▶ [Records supplied]

============================================================

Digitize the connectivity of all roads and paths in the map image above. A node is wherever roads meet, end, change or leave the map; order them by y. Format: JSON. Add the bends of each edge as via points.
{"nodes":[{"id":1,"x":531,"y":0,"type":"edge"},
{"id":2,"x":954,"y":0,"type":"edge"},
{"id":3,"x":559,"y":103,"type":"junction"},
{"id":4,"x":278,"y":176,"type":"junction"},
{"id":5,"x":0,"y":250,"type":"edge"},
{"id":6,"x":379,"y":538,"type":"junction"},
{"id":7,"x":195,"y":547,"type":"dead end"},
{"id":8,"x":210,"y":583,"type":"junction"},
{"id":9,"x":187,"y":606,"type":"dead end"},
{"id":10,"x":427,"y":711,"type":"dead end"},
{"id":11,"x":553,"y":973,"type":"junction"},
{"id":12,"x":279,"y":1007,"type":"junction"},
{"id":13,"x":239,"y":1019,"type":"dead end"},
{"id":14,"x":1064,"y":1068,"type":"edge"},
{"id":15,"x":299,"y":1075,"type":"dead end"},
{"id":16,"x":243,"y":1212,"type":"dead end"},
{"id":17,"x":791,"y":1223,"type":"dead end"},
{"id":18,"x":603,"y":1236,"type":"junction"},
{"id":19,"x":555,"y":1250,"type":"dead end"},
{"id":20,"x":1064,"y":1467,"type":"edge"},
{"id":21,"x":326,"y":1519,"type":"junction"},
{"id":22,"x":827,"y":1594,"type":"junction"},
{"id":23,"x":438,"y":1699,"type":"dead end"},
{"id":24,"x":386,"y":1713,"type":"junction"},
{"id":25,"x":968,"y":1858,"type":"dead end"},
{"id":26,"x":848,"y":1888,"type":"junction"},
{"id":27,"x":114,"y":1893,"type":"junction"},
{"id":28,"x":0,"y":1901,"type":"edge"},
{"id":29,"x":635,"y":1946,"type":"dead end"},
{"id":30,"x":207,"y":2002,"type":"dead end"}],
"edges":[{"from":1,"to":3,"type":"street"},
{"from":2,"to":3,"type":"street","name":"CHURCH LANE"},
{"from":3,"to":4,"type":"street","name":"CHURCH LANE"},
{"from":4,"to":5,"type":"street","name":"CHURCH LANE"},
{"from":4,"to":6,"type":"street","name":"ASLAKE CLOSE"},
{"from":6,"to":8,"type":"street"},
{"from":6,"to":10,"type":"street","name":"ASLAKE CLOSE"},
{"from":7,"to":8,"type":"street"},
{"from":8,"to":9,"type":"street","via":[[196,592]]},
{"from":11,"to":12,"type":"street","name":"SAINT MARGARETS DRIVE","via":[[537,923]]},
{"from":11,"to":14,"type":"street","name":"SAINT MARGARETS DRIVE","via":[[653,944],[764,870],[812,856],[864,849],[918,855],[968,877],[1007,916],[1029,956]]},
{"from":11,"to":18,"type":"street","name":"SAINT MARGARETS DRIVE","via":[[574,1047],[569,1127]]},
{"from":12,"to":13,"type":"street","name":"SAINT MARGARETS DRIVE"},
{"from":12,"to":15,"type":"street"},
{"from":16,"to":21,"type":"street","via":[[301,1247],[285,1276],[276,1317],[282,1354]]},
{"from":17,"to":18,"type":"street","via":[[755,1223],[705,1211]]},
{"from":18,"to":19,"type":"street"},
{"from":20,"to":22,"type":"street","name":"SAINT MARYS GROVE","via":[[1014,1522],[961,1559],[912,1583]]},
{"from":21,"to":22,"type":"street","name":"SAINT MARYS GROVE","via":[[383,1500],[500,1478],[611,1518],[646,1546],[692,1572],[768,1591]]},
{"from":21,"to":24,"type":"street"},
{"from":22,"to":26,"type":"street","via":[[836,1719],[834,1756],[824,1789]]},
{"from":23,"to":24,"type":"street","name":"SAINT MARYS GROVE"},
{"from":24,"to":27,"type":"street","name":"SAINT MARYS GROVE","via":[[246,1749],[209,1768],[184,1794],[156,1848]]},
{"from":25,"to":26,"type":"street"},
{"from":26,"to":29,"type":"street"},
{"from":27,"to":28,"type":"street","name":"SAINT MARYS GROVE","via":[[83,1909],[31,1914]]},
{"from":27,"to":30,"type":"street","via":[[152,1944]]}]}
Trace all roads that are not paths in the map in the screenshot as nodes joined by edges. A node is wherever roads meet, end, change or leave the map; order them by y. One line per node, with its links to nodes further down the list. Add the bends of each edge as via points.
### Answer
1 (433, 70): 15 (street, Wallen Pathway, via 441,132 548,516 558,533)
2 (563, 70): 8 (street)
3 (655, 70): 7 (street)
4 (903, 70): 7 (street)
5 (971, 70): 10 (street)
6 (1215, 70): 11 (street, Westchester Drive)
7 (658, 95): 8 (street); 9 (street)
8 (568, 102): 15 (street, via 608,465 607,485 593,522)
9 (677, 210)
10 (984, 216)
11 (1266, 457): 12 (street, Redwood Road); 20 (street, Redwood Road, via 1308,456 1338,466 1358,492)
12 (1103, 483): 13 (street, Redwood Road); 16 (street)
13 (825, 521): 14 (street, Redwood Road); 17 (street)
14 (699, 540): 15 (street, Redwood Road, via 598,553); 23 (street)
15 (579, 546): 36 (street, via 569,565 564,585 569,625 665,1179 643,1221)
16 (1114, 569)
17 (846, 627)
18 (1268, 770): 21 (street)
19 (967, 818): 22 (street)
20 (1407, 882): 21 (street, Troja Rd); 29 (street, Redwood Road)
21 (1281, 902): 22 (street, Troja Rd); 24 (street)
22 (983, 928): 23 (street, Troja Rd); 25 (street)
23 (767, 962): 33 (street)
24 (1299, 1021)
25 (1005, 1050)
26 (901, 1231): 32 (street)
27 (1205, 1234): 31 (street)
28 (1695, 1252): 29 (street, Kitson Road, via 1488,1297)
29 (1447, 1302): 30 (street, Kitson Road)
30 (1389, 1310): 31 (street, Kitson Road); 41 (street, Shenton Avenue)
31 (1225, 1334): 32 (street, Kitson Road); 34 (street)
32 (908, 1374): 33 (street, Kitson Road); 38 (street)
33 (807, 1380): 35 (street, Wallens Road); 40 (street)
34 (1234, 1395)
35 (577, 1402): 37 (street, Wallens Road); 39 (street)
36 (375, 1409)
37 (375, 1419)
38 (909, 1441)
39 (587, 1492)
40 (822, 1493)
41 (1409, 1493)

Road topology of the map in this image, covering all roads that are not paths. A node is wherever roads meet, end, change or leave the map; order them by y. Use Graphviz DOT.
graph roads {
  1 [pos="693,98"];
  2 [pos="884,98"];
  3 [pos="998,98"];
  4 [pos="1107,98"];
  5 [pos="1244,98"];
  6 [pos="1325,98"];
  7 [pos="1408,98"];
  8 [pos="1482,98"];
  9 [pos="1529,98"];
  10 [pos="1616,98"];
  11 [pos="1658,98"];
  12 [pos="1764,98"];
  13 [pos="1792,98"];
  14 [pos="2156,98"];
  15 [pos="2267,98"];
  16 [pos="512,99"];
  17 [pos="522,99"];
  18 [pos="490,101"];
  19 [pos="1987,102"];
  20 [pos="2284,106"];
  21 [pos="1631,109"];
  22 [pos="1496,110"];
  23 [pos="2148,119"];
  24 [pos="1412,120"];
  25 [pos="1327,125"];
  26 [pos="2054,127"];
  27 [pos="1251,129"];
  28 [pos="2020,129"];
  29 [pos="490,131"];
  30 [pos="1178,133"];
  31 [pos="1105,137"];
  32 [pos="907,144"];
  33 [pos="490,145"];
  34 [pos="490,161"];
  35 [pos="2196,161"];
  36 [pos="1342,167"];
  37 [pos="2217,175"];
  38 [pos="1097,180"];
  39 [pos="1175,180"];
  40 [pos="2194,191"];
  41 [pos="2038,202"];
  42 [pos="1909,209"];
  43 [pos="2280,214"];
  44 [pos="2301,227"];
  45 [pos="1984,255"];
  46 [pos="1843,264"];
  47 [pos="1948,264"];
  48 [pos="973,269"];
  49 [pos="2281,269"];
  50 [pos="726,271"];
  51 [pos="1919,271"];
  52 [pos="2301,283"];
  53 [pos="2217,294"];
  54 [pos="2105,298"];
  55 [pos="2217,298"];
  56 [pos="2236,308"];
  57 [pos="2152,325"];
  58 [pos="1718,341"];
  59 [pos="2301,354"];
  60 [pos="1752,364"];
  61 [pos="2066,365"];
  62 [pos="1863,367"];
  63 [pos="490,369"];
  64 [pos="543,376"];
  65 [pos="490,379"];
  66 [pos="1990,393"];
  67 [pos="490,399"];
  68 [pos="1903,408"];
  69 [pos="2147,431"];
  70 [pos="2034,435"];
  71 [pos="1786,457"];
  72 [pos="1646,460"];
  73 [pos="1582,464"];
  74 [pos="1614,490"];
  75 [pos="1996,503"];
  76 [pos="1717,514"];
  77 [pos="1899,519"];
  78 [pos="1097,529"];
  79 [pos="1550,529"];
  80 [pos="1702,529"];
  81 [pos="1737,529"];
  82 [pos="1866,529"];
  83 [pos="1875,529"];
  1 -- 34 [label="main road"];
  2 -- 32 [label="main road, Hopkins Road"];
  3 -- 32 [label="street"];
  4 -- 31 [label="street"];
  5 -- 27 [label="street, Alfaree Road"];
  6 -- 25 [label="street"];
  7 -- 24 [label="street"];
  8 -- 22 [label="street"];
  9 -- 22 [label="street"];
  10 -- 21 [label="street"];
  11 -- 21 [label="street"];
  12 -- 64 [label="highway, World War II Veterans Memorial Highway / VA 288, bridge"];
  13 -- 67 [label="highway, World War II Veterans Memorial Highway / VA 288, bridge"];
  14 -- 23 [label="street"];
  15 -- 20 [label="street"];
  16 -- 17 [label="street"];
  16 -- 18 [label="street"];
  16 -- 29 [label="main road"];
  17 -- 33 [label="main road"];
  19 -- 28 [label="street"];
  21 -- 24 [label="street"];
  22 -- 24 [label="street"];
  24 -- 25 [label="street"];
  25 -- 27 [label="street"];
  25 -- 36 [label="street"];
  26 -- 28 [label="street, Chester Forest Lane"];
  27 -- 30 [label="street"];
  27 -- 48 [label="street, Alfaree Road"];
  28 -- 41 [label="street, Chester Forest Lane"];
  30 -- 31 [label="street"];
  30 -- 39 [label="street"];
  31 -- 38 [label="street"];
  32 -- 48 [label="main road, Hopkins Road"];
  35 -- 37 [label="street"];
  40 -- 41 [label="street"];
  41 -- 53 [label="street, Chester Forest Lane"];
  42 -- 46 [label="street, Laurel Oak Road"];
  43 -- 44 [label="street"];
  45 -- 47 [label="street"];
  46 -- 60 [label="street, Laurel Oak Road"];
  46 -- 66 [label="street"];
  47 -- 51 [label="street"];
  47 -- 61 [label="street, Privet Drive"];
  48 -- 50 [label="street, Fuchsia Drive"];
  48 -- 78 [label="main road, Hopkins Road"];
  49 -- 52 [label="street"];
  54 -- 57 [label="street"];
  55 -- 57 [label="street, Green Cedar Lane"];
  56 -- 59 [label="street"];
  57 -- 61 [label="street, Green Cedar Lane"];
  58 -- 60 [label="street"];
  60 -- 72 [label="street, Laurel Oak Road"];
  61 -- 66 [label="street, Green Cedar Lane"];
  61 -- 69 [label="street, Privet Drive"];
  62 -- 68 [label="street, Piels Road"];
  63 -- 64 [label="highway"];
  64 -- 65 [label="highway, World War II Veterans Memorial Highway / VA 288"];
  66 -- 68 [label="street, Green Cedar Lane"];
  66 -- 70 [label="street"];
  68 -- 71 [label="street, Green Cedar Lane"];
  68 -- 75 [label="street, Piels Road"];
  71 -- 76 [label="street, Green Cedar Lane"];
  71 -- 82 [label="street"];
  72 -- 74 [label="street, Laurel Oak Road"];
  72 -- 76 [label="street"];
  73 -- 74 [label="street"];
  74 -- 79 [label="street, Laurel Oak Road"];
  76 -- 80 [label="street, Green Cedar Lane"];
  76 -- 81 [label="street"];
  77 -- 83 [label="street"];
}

============================================================

▶ [Exercise goal]
Using only the data above, copy out the lines that include the word "Kitson".

▶ [Answer to the exercise]
28 (1695, 1252): 29 (street, Kitson Road, via 1488,1297)
29 (1447, 1302): 30 (street, Kitson Road)
30 (1389, 1310): 31 (street, Kitson Road); 41 (street, Shenton Avenue)
31 (1225, 1334): 32 (street, Kitson Road); 34 (street)
32 (908, 1374): 33 (street, Kitson Road); 38 (street)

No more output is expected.